(WORK ORDER):
The data beneath this task has to be reprinted character for character.

(RECORDS PROVIDED):
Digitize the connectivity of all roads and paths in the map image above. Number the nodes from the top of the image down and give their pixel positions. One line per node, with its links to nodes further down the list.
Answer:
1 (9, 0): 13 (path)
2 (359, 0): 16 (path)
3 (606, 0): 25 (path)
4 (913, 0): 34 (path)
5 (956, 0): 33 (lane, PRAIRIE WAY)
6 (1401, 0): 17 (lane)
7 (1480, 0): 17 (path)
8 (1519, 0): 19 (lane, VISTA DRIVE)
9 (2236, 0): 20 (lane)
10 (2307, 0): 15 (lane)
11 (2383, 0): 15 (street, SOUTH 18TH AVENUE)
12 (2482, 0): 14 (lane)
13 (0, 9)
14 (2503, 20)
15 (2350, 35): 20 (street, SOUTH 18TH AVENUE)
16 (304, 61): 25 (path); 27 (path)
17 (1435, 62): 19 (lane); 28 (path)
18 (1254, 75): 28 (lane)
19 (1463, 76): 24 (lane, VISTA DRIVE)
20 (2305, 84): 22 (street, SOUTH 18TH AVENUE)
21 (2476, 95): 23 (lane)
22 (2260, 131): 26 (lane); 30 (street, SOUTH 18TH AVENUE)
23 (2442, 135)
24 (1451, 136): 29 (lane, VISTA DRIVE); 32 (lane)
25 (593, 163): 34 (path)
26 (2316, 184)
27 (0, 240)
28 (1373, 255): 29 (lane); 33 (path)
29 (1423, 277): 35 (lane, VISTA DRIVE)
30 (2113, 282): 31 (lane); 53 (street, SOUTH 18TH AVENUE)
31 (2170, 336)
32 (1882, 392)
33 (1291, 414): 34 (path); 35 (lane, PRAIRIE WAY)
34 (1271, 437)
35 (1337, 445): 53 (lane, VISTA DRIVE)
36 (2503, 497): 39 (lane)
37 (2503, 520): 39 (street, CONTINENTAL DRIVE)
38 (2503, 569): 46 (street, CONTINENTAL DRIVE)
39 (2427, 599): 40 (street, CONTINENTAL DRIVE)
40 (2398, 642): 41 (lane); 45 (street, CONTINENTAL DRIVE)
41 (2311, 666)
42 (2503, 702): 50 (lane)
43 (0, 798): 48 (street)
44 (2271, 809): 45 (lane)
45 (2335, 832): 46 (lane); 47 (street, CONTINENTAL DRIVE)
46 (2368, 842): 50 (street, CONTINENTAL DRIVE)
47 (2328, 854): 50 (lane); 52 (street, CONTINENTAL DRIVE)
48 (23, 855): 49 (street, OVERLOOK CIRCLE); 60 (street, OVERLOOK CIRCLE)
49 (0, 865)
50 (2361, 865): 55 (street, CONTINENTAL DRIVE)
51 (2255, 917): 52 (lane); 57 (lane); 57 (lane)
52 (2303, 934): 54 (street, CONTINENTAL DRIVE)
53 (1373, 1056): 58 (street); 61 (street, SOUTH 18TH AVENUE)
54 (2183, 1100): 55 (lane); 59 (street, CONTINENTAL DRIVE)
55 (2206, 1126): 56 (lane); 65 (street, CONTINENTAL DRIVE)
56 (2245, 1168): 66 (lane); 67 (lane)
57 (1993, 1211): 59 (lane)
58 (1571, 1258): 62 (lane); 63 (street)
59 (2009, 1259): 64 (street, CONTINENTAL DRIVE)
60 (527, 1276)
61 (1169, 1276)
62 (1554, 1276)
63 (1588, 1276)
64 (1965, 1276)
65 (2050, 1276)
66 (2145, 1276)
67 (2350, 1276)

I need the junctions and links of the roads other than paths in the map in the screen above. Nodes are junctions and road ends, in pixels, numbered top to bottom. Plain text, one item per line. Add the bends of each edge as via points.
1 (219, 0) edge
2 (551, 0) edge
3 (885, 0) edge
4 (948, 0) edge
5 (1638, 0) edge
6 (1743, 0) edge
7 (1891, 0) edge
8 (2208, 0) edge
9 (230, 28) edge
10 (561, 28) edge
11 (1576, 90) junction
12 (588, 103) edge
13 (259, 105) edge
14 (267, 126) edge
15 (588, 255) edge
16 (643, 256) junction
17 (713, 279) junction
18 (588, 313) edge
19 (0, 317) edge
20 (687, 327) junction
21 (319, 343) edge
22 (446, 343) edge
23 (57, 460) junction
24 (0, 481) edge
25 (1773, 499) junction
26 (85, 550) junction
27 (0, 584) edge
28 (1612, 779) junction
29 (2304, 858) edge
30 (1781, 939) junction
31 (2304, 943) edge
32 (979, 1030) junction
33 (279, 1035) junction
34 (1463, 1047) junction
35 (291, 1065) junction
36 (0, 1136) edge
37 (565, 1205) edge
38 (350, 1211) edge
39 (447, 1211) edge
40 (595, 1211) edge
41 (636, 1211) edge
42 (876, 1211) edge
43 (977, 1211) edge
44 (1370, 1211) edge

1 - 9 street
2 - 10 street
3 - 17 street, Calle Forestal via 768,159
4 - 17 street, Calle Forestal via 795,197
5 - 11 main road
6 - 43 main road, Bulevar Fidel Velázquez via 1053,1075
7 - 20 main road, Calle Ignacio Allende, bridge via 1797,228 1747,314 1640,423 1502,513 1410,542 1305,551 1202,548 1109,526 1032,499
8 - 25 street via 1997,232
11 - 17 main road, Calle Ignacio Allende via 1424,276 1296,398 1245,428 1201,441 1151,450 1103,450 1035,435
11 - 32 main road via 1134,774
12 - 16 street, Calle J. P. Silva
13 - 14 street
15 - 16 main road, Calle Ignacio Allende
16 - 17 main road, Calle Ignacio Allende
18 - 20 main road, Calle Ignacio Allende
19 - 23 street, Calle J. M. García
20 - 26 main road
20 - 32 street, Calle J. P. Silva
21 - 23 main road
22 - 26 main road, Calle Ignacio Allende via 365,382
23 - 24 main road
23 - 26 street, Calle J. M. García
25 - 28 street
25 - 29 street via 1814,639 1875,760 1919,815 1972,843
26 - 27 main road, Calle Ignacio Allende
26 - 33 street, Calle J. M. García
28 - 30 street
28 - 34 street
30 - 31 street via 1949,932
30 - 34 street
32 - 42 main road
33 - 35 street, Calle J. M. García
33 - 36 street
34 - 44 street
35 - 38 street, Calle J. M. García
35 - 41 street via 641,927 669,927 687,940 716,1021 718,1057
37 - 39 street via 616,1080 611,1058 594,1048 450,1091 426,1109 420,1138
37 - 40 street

(REPLY):
Digitize the connectivity of all roads and paths in the map image above. Number the nodes from the top of the image down and give their pixel positions. One line per node, with its links to nodes further down the list.
Answer:
1 (9, 0): 13 (path)
2 (359, 0): 16 (path)
3 (606, 0): 25 (path)
4 (913, 0): 34 (path)
5 (956, 0): 33 (lane, PRAIRIE WAY)
6 (1401, 0): 17 (lane)
7 (1480, 0): 17 (path)
8 (1519, 0): 19 (lane, VISTA DRIVE)
9 (2236, 0): 20 (lane)
10 (2307, 0): 15 (lane)
11 (2383, 0): 15 (street, SOUTH 18TH AVENUE)
12 (2482, 0): 14 (lane)
13 (0, 9)
14 (2503, 20)
15 (2350, 35): 20 (street, SOUTH 18TH AVENUE)
16 (304, 61): 25 (path); 27 (path)
17 (1435, 62): 19 (lane); 28 (path)
18 (1254, 75): 28 (lane)
19 (1463, 76): 24 (lane, VISTA DRIVE)
20 (2305, 84): 22 (street, SOUTH 18TH AVENUE)
21 (2476, 95): 23 (lane)
22 (2260, 131): 26 (lane); 30 (street, SOUTH 18TH AVENUE)
23 (2442, 135)
24 (1451, 136): 29 (lane, VISTA DRIVE); 32 (lane)
25 (593, 163): 34 (path)
26 (2316, 184)
27 (0, 240)
28 (1373, 255): 29 (lane); 33 (path)
29 (1423, 277): 35 (lane, VISTA DRIVE)
30 (2113, 282): 31 (lane); 53 (street, SOUTH 18TH AVENUE)
31 (2170, 336)
32 (1882, 392)
33 (1291, 414): 34 (path); 35 (lane, PRAIRIE WAY)
34 (1271, 437)
35 (1337, 445): 53 (lane, VISTA DRIVE)
36 (2503, 497): 39 (lane)
37 (2503, 520): 39 (street, CONTINENTAL DRIVE)
38 (2503, 569): 46 (street, CONTINENTAL DRIVE)
39 (2427, 599): 40 (street, CONTINENTAL DRIVE)
40 (2398, 642): 41 (lane); 45 (street, CONTINENTAL DRIVE)
41 (2311, 666)
42 (2503, 702): 50 (lane)
43 (0, 798): 48 (street)
44 (2271, 809): 45 (lane)
45 (2335, 832): 46 (lane); 47 (street, CONTINENTAL DRIVE)
46 (2368, 842): 50 (street, CONTINENTAL DRIVE)
47 (2328, 854): 50 (lane); 52 (street, CONTINENTAL DRIVE)
48 (23, 855): 49 (street, OVERLOOK CIRCLE); 60 (street, OVERLOOK CIRCLE)
49 (0, 865)
50 (2361, 865): 55 (street, CONTINENTAL DRIVE)
51 (2255, 917): 52 (lane); 57 (lane); 57 (lane)
52 (2303, 934): 54 (street, CONTINENTAL DRIVE)
53 (1373, 1056): 58 (street); 61 (street, SOUTH 18TH AVENUE)
54 (2183, 1100): 55 (lane); 59 (street, CONTINENTAL DRIVE)
55 (2206, 1126): 56 (lane); 65 (street, CONTINENTAL DRIVE)
56 (2245, 1168): 66 (lane); 67 (lane)
57 (1993, 1211): 59 (lane)
58 (1571, 1258): 62 (lane); 63 (street)
59 (2009, 1259): 64 (street, CONTINENTAL DRIVE)
60 (527, 1276)
61 (1169, 1276)
62 (1554, 1276)
63 (1588, 1276)
64 (1965, 1276)
65 (2050, 1276)
66 (2145, 1276)
67 (2350, 1276)

I need the junctions and links of the roads other than paths in the map in the screen above. Nodes are junctions and road ends, in pixels, numbered top to bottom. Plain text, one item per line. Add the bends of each edge as via points.
1 (219, 0) edge
2 (551, 0) edge
3 (885, 0) edge
4 (948, 0) edge
5 (1638, 0) edge
6 (1743, 0) edge
7 (1891, 0) edge
8 (2208, 0) edge
9 (230, 28) edge
10 (561, 28) edge
11 (1576, 90) junction
12 (588, 103) edge
13 (259, 105) edge
14 (267, 126) edge
15 (588, 255) edge
16 (643, 256) junction
17 (713, 279) junction
18 (588, 313) edge
19 (0, 317) edge
20 (687, 327) junction
21 (319, 343) edge
22 (446, 343) edge
23 (57, 460) junction
24 (0, 481) edge
25 (1773, 499) junction
26 (85, 550) junction
27 (0, 584) edge
28 (1612, 779) junction
29 (2304, 858) edge
30 (1781, 939) junction
31 (2304, 943) edge
32 (979, 1030) junction
33 (279, 1035) junction
34 (1463, 1047) junction
35 (291, 1065) junction
36 (0, 1136) edge
37 (565, 1205) edge
38 (350, 1211) edge
39 (447, 1211) edge
40 (595, 1211) edge
41 (636, 1211) edge
42 (876, 1211) edge
43 (977, 1211) edge
44 (1370, 1211) edge

1 - 9 street
2 - 10 street
3 - 17 street, Calle Forestal via 768,159
4 - 17 street, Calle Forestal via 795,197
5 - 11 main road
6 - 43 main road, Bulevar Fidel Velázquez via 1053,1075
7 - 20 main road, Calle Ignacio Allende, bridge via 1797,228 1747,314 1640,423 1502,513 1410,542 1305,551 1202,548 1109,526 1032,499
8 - 25 street via 1997,232
11 - 17 main road, Calle Ignacio Allende via 1424,276 1296,398 1245,428 1201,441 1151,450 1103,450 1035,435
11 - 32 main road via 1134,774
12 - 16 street, Calle J. P. Silva
13 - 14 street
15 - 16 main road, Calle Ignacio Allende
16 - 17 main road, Calle Ignacio Allende
18 - 20 main road, Calle Ignacio Allende
19 - 23 street, Calle J. M. García
20 - 26 main road
20 - 32 street, Calle J. P. Silva
21 - 23 main road
22 - 26 main road, Calle Ignacio Allende via 365,382
23 - 24 main road
23 - 26 street, Calle J. M. García
25 - 28 street
25 - 29 street via 1814,639 1875,760 1919,815 1972,843
26 - 27 main road, Calle Ignacio Allende
26 - 33 street, Calle J. M. García
28 - 30 street
28 - 34 street
30 - 31 street via 1949,932
30 - 34 street
32 - 42 main road
33 - 35 street, Calle J. M. García
33 - 36 street
34 - 44 street
35 - 38 street, Calle J. M. García
35 - 41 street via 641,927 669,927 687,940 716,1021 718,1057
37 - 39 street via 616,1080 611,1058 594,1048 450,1091 426,1109 420,1138
37 - 40 street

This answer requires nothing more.